• [About this task]
In the entries below, spot each line with the word "Hart" and copy it.

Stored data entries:
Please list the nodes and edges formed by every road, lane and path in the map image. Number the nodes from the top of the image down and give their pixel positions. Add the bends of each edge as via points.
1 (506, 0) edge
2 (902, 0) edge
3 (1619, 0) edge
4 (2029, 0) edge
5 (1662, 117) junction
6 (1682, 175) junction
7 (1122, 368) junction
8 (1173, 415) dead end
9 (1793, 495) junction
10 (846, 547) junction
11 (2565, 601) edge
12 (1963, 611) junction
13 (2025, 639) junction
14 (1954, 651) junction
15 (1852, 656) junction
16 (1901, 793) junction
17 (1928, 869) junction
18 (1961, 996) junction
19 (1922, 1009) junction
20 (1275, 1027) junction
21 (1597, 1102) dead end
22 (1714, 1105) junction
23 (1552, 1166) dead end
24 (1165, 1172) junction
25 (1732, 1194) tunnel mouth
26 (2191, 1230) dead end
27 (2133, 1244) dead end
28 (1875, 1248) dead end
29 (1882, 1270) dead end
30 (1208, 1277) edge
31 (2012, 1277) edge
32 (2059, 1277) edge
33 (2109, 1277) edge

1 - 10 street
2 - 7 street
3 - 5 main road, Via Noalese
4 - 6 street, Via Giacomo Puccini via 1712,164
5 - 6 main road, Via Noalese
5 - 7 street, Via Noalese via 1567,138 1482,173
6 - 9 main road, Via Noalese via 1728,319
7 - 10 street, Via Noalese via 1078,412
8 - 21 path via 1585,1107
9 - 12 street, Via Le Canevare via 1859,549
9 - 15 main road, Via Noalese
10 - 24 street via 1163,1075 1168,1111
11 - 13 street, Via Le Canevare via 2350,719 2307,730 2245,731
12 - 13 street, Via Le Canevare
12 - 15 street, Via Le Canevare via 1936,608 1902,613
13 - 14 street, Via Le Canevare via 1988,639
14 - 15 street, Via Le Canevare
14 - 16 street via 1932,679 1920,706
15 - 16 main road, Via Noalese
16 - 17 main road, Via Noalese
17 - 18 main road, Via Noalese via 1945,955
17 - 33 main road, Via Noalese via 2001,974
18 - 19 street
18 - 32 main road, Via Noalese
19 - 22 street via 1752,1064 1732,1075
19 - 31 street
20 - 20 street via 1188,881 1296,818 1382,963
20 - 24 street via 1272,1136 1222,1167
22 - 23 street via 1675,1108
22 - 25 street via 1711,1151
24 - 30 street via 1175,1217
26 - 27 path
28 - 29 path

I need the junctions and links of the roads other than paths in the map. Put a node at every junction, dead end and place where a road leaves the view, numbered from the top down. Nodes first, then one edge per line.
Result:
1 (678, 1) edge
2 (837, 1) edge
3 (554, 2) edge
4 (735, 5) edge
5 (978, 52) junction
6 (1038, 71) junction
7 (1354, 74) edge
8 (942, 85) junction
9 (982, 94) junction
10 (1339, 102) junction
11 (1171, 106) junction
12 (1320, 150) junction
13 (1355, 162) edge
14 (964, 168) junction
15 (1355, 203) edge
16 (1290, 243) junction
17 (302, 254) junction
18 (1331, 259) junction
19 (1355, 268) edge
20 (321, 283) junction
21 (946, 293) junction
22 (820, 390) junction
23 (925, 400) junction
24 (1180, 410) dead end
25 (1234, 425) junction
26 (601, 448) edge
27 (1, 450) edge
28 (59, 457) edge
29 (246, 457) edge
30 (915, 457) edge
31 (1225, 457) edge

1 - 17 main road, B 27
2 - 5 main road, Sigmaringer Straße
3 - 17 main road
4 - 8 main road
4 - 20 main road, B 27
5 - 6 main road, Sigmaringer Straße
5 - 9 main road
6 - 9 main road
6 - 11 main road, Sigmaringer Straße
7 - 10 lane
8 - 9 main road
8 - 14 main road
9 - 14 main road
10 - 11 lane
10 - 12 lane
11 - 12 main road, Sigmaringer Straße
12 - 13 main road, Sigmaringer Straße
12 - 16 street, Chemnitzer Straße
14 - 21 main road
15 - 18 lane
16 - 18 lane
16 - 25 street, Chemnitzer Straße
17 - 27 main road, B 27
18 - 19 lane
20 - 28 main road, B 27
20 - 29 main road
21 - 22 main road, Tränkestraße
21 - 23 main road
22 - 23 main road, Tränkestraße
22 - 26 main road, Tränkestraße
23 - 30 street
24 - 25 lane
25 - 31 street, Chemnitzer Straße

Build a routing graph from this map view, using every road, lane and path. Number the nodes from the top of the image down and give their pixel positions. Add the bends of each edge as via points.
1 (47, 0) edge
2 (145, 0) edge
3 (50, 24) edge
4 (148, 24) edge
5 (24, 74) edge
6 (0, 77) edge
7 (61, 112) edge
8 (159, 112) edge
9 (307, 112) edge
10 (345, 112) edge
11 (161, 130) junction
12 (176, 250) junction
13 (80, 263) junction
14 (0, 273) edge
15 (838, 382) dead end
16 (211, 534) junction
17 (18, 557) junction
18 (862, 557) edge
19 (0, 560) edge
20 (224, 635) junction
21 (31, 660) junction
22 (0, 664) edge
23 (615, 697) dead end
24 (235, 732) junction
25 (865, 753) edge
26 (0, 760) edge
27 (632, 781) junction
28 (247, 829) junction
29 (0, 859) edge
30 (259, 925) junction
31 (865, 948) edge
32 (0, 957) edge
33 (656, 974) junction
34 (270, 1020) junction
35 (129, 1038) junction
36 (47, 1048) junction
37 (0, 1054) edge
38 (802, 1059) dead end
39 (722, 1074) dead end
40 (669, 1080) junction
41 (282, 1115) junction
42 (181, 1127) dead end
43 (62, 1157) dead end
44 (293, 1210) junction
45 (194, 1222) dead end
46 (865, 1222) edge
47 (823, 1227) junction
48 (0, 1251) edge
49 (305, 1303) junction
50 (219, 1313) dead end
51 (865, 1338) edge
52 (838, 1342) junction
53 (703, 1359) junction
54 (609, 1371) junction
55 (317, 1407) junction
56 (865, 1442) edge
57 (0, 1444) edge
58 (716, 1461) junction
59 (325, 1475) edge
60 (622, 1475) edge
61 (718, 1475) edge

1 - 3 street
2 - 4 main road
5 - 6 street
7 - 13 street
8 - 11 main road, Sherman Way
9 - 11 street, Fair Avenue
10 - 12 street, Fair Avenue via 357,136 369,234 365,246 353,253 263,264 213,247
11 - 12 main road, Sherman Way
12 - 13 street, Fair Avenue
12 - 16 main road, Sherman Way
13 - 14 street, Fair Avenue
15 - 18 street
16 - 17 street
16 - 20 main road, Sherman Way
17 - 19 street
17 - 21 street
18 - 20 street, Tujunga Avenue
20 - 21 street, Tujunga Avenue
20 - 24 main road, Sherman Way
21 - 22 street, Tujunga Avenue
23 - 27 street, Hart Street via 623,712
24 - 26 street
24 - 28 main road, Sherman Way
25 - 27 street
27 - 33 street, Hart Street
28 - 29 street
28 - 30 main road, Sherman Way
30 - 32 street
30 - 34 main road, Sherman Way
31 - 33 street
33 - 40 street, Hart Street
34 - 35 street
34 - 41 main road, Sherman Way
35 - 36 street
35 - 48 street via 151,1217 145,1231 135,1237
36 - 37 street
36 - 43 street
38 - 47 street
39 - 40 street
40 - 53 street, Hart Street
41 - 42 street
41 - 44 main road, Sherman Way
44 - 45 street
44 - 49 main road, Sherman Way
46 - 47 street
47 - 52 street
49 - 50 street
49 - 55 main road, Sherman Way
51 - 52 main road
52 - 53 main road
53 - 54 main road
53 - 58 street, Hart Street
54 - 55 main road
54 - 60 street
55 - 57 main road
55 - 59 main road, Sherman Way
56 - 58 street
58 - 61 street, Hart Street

• [Reply]
23 - 27 street, Hart Street via 623,712
27 - 33 street, Hart Street
33 - 40 street, Hart Street
40 - 53 street, Hart Street
53 - 58 street, Hart Street
58 - 61 street, Hart Street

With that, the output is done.